Conducting a corruption risk assessment on its own is not enough. Companies must be able to demonstrate that the outputs from the assessment have been used to enhance their anti-corruption programme. The assessment must also be repeated. How frequently will depend on the size and complexity of your business, but listed companies are required include corruption risk in their annual risk assessment process. You may wish to conduct regular corruption risk assessments across your whole business; integrate corruption risk into your existing annual risk assessment programme; or run rolling assessments over different parts of your business, covering the entire company. Listing requirements have been amended to require that the Board ensures that this is done at least once every three years.

However, you choose to structure and conduct your corruption risk assessment, it must be documented. The scope, findings, and results must be recorded. The Board, or at least the Board Risk Committee should be kept informed of the identified risks. Act on the results of your risk assessment - use it to focus your adequate procedures implementation.

Managing third-party risk

A significant proportion of corruption cases involve third-parties.Under section 17A, and in the eyes of the law, corrupt acts undertaken by your agents and their third parties are regarded as your ‘own’ actions. If any of these third parties behave corruptly whilst working on your behalf, it is your responsibility and you may be prosecuted even if you have no knowledge of their corrupt actions.
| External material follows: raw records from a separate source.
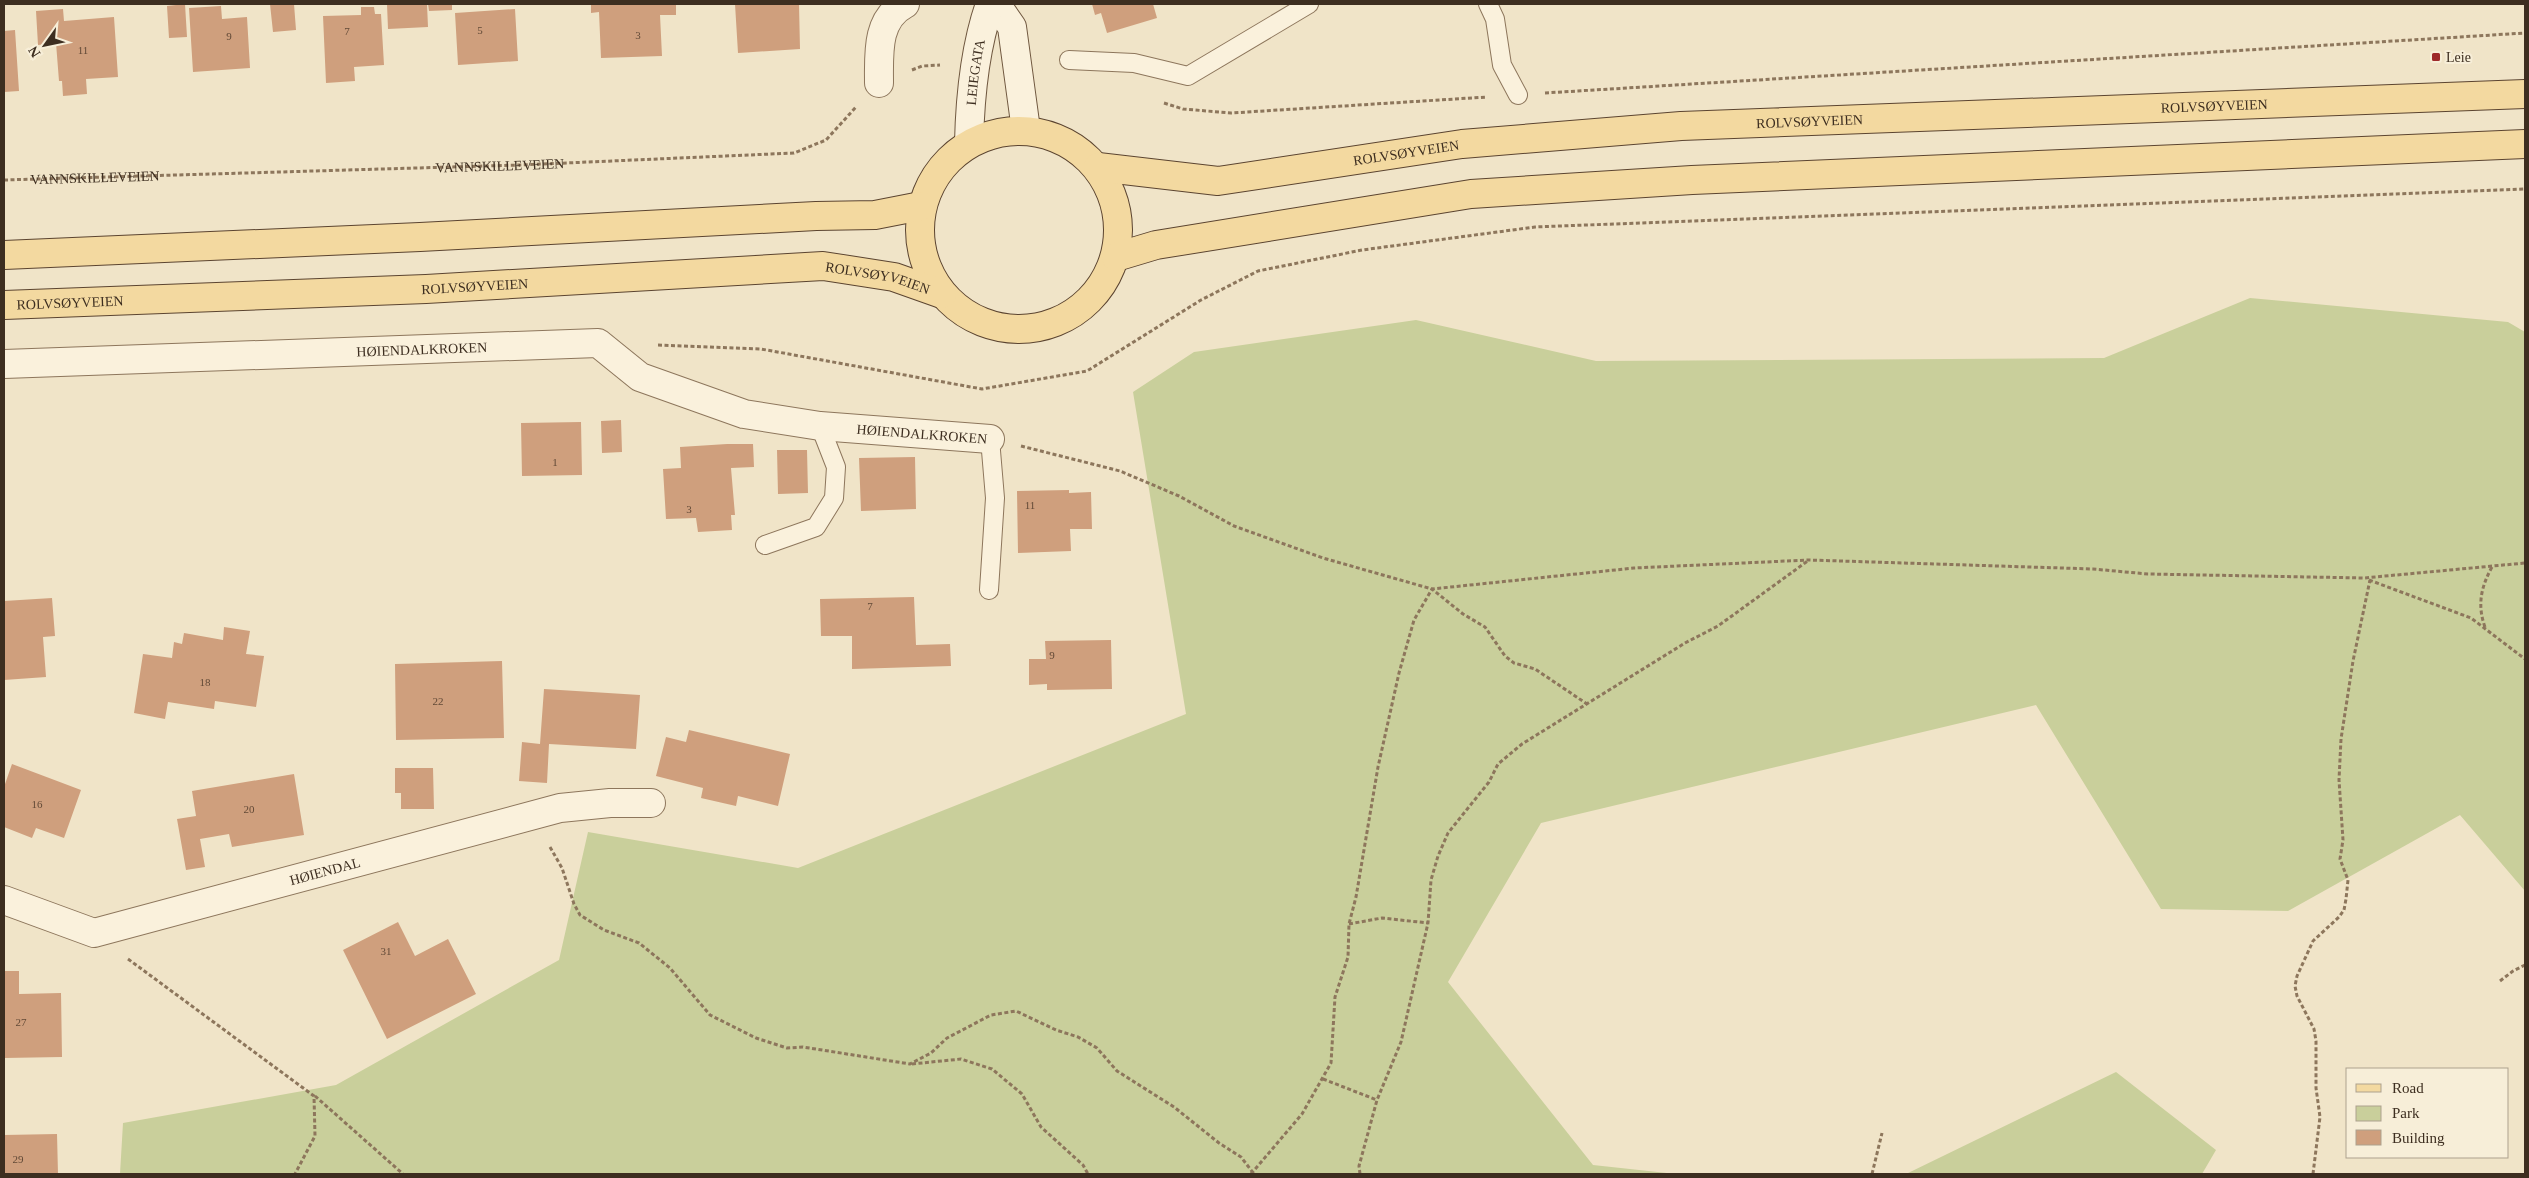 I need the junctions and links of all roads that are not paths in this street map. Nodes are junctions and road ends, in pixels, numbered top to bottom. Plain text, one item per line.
1 (905, 4) edge
2 (990, 4) edge
3 (996, 4) edge
4 (1309, 4) edge
5 (1488, 4) edge
6 (1069, 60) dead end
7 (879, 83) road end
8 (2525, 94) edge
9 (1518, 95) road end
10 (1026, 130) junction
11 (969, 143) junction
12 (2525, 144) edge
13 (1098, 167) junction
14 (921, 206) junction
15 (4, 255) edge
16 (1116, 257) junction
17 (942, 294) junction
18 (4, 305) edge
19 (4, 364) edge
20 (820, 426) junction
21 (990, 438) joint
22 (765, 545) dead end
23 (989, 590) dead end
24 (651, 803) dead end
25 (4, 900) edge

1 - 7 street
2 - 11 street, LEIEGATA
3 - 10 street
4 - 6 lane
5 - 9 lane
8 - 13 main road, ROLVSØYVEIEN
10 - 11 main road
10 - 13 main road
11 - 14 main road
12 - 16 main road
13 - 16 main road
14 - 15 main road
14 - 17 main road
16 - 17 main road
17 - 18 main road, ROLVSØYVEIEN
19 - 20 street, HØIENDALKROKEN
20 - 21 street, HØIENDALKROKEN
20 - 22 lane
21 - 23 lane, HØIENDALKROKEN
24 - 25 street, HØIENDAL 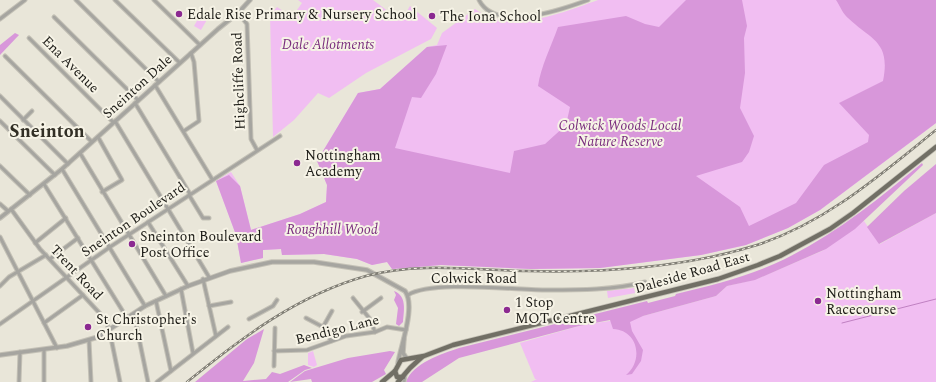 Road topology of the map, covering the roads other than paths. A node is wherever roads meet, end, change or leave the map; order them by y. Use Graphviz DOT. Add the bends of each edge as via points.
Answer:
graph roads {
  1 [pos="25,0"];
  2 [pos="76,0"];
  3 [pos="116,0"];
  4 [pos="154,0"];
  5 [pos="250,0"];
  6 [pos="479,0"];
  7 [pos="588,0"];
  8 [pos="238,13"];
  9 [pos="54,17"];
  10 [pos="0,19"];
  11 [pos="29,38"];
  12 [pos="200,45"];
  13 [pos="191,53"];
  14 [pos="5,56"];
  15 [pos="180,63"];
  16 [pos="157,83"];
  17 [pos="0,96"];
  18 [pos="137,101"];
  19 [pos="32,111"];
  20 [pos="23,120"];
  21 [pos="0,121"];
  22 [pos="114,121"];
  23 [pos="184,131"];
  24 [pos="280,136"];
  25 [pos="98,137"];
  26 [pos="92,142"];
  27 [pos="936,147"];
  28 [pos="257,150"];
  29 [pos="80,154"];
  30 [pos="68,164"];
  31 [pos="0,166"];
  32 [pos="62,169"];
  33 [pos="55,175"];
  34 [pos="212,179"];
  35 [pos="44,184"];
  36 [pos="102,192"];
  37 [pos="189,194"];
  38 [pos="30,196"];
  39 [pos="0,204"];
  40 [pos="168,208"];
  41 [pos="10,210"];
  42 [pos="0,218"];
  43 [pos="66,218"];
  44 [pos="208,218"];
  45 [pos="148,222"];
  46 [pos="129,234"];
  47 [pos="0,237"];
  48 [pos="78,238"];
  49 [pos="35,243"];
  50 [pos="110,247"];
  51 [pos="46,255"];
  52 [pos="50,259"];
  53 [pos="91,260"];
  54 [pos="18,272"];
  55 [pos="66,277"];
  56 [pos="209,277"];
  57 [pos="203,279"];
  58 [pos="0,286"];
  59 [pos="188,286"];
  60 [pos="181,289"];
  61 [pos="642,289"];
  62 [pos="83,295"];
  63 [pos="408,295"];
  64 [pos="166,296"];
  65 [pos="378,299"];
  66 [pos="277,300"];
  67 [pos="32,301"];
  68 [pos="156,301"];
  69 [pos="353,301"];
  70 [pos="231,302"];
  71 [pos="145,306"];
  72 [pos="209,306"];
  73 [pos="326,312"];
  74 [pos="362,312"];
  75 [pos="134,314"];
  76 [pos="127,318"];
  77 [pos="306,318"];
  78 [pos="249,319"];
  79 [pos="310,320"];
  80 [pos="44,323"];
  81 [pos="0,324"];
  82 [pos="307,324"];
  83 [pos="228,327"];
  84 [pos="323,327"];
  85 [pos="406,330"];
  86 [pos="108,331"];
  87 [pos="279,332"];
  88 [pos="375,332"];
  89 [pos="216,336"];
  90 [pos="404,338"];
  91 [pos="89,340"];
  92 [pos="331,341"];
  93 [pos="57,348"];
  94 [pos="44,350"];
  95 [pos="274,351"];
  96 [pos="20,352"];
  97 [pos="193,354"];
  98 [pos="0,355"];
  99 [pos="424,356"];
  100 [pos="269,360"];
  101 [pos="274,360"];
  102 [pos="408,360"];
  103 [pos="398,363"];
  104 [pos="274,366"];
  105 [pos="410,368"];
  106 [pos="171,371"];
  107 [pos="395,371"];
  108 [pos="401,380"];
  109 [pos="19,382"];
  110 [pos="44,382"];
  111 [pos="91,382"];
  112 [pos="120,382"];
  113 [pos="148,382"];
  114 [pos="157,382"];
  115 [pos="382,382"];
  1 -- 10 [label="street"];
  2 -- 16 [label="street"];
  3 -- 15 [label="street"];
  4 -- 12 [label="street"];
  5 -- 8 [label="street, Sneinton Dale"];
  6 -- 7 [label="street" via="490,13 516,16 555,10"];
  8 -- 12 [label="street, Sneinton Dale"];
  8 -- 28 [label="street, Highcliffe Road" via="247,24 251,138"];
  9 -- 18 [label="street"];
  11 -- 22 [label="street, Ena Avenue"];
  12 -- 13 [label="street, Sneinton Dale"];
  13 -- 15 [label="street, Sneinton Dale"];
  13 -- 23 [label="street" via="199,121"];
  14 -- 26 [label="street"];
  15 -- 16 [label="street, Sneinton Dale"];
  16 -- 18 [label="street, Sneinton Dale"];
  16 -- 23 [label="street"];
  17 -- 20 [label="street"];
  18 -- 22 [label="street, Sneinton Dale"];
  18 -- 37 [label="street"];
  19 -- 20 [label="street"];
  20 -- 30 [label="street"];
  21 -- 33 [label="street"];
  22 -- 25 [label="street, Sneinton Dale"];
  22 -- 40 [label="street, Ena Avenue"];
  23 -- 34 [label="street"];
  24 -- 28 [label="street, Sneinton Boulevard"];
  25 -- 26 [label="street, Sneinton Dale"];
  25 -- 36 [label="street" via="122,180"];
  26 -- 29 [label="street, Sneinton Dale"];
  27 -- 99 [label="main road, Daleside Road East" via="836,225 758,265 718,279 453,345"];
  28 -- 34 [label="street, Sneinton Boulevard"];
  29 -- 30 [label="street, Sneinton Dale"];
  29 -- 36 [label="street"];
  30 -- 32 [label="street, Sneinton Dale"];
  31 -- 38 [label="street"];
  32 -- 33 [label="street, Sneinton Dale"];
  32 -- 50 [label="street"];
  33 -- 35 [label="street, Sneinton Dale"];
  34 -- 37 [label="street, Sneinton Boulevard"];
  35 -- 38 [label="street, Sneinton Dale"];
  35 -- 43 [label="street"];
  36 -- 46 [label="street"];
  37 -- 40 [label="street, Sneinton Boulevard"];
  37 -- 44 [label="street" via="203,218"];
  38 -- 41 [label="street, Sneinton Dale"];
  39 -- 41 [label="street, Trent Road"];
  40 -- 45 [label="street, Sneinton Boulevard"];
  40 -- 56 [label="street, Ena Avenue"];
  41 -- 42 [label="street, Sneinton Dale"];
  41 -- 49 [label="street, Trent Road"];
  43 -- 48 [label="street"];
  43 -- 49 [label="street"];
  45 -- 46 [label="street, Sneinton Boulevard"];
  45 -- 59 [label="street"];
  46 -- 50 [label="street, Sneinton Boulevard"];
  46 -- 64 [label="street"];
  47 -- 54 [label="street"];
  48 -- 52 [label="street"];
  48 -- 53 [label="street"];
  49 -- 51 [label="street, Trent Road"];
  50 -- 53 [label="street, Sneinton Boulevard"];
  50 -- 71 [label="street"];
  51 -- 52 [label="street, Trent Road"];
  51 -- 54 [label="street"];
  52 -- 55 [label="street, Trent Road"];
  53 -- 55 [label="street, Sneinton Boulevard"];
  53 -- 76 [label="street"];
  54 -- 58 [label="street"];
  54 -- 67 [label="street"];
  55 -- 62 [label="street, Trent Road"];
  55 -- 67 [label="street, Sneinton Boulevard"];
  56 -- 57 [label="street"];
  56 -- 63 [label="street" via="272,262 314,262 370,271"];
  57 -- 59 [label="street"];
  57 -- 72 [label="street"];
  59 -- 60 [label="street"];
  60 -- 64 [label="street"];
  60 -- 97 [label="street"];
  61 -- 63 [label="street, Colwick Road" via="642,282 615,287 565,290 428,288 419,289"];
  62 -- 80 [label="street"];
  62 -- 86 [label="street, Trent Road" via="106,320"];
  63 -- 85 [label="street"];
  64 -- 68 [label="street"];
  65 -- 74 [label="street"];
  66 -- 78 [label="street" via="273,306"];
  67 -- 80 [label="street"];
  67 -- 81 [label="street, Sneinton Boulevard"];
  68 -- 71 [label="street"];
  68 -- 106 [label="street"];
  69 -- 74 [label="street"];
  70 -- 72 [label="street"];
  71 -- 75 [label="street"];
  72 -- 89 [label="street"];
  73 -- 84 [label="street" via="331,312"];
  74 -- 88 [label="street" via="372,323"];
  75 -- 76 [label="street"];
  75 -- 113 [label="street"];
  76 -- 86 [label="street"];
  77 -- 79 [label="street"];
  79 -- 82 [label="street"];
  79 -- 84 [label="street"];
  80 -- 93 [label="street"];
  83 -- 89 [label="street"];
  84 -- 92 [label="street"];
  85 -- 88 [label="street, Bendigo Lane" via="390,327"];
  85 -- 90 [label="street"];
  86 -- 91 [label="street"];
  86 -- 112 [label="street, Trent Road" via="112,338"];
  87 -- 95 [label="street, Bendigo Lane" via="275,330"];
  88 -- 92 [label="street, Bendigo Lane" via="349,335"];
  89 -- 97 [label="street"];
  90 -- 102 [label="street" via="403,353"];
  90 -- 103 [label="street"];
  91 -- 93 [label="street"];
  91 -- 111 [label="street"];
  92 -- 95 [label="street, Bendigo Lane" via="301,351"];
  93 -- 94 [label="street"];
  94 -- 96 [label="street"];
  94 -- 110 [label="street"];
  95 -- 101 [label="street, Bendigo Lane"];
  96 -- 98 [label="street"];
  96 -- 109 [label="street"];
  97 -- 106 [label="street"];
  99 -- 102 [label="main road, Daleside Road East"];
  99 -- 105 [label="main road, Daleside Road East"];
  100 -- 101 [label="street"];
  101 -- 104 [label="street, Bendigo Lane"];
  102 -- 103 [label="main road, Daleside Road East"];
  102 -- 105 [label="main road"];
  103 -- 107 [label="main road"];
  105 -- 108 [label="main road, Daleside Road East"];
  106 -- 114 [label="street"];
  107 -- 108 [label="main road"];
  107 -- 115 [label="main road"];
}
There are four areas you should focus on to manage your third-party risk:

  1. Due diligence - - Understand who you’re engaging, and who ultimately owns the business. Check the company, Directors, and owners against online databases and lists:the MACC’s websiteidentifies individuals who’ve been found guilty of corruption in the past; online governance, global risk and compliance databases, or sanctions screening databases; criminal records checks; and searches for adverse reputational issues in the news or social media can all be useful to build a picture of who you’re engaging.
  2. Contracting - Use standard terms for all your third-party contracts. An anti-corruption clause requiring compliance with the law and your anti-corruption policies is almost a ‘must have’. A right-to-audit clause can help you monitor what your third parties are doing when working for you - and where the money you pay them goes. Contractual rights to terminate the contract in case corrupt acts are identified helps you to communicate how serious you take anti-corruption. Consider integrating some of these terms into your tender qualification process, if necessary
  3. Monitoring - is not enough to conduct initial due diligence. You must monitor the activities of your thirdparties throughout your engagement with them. Internal audit should incorporate the review of higherrisk third parties into their annual audit plan. You should conduct supplemental due diligence when there is a material change in circumstances at your third-parties, or on a rolling basis for higher-risk third-parties. Consider investing in tools that can automatically spot corruption red flags or higher risk patterns of data - automated analytics - to identify higher-risk vendors or unusual patterns of behaviour. Risk rating your third parties is a good idea and lets you take a risk-based approach to third-party due diligence. Maintain and keep updated a vendor blacklist. If a vendor engages in a corrupt act (or breaches your policies in any other way), put them, their Directors, and if necessary their owners on the blacklist. Check the list when engaging new vendors
  4. Education - vendors will have to comply with section 17A as well. Consider proactively engaging with them to educate them on your expectations and explain the changes you’re making. For your higherrisk vendors, you way want to run dedicated training sessions on how they can guard against corruption.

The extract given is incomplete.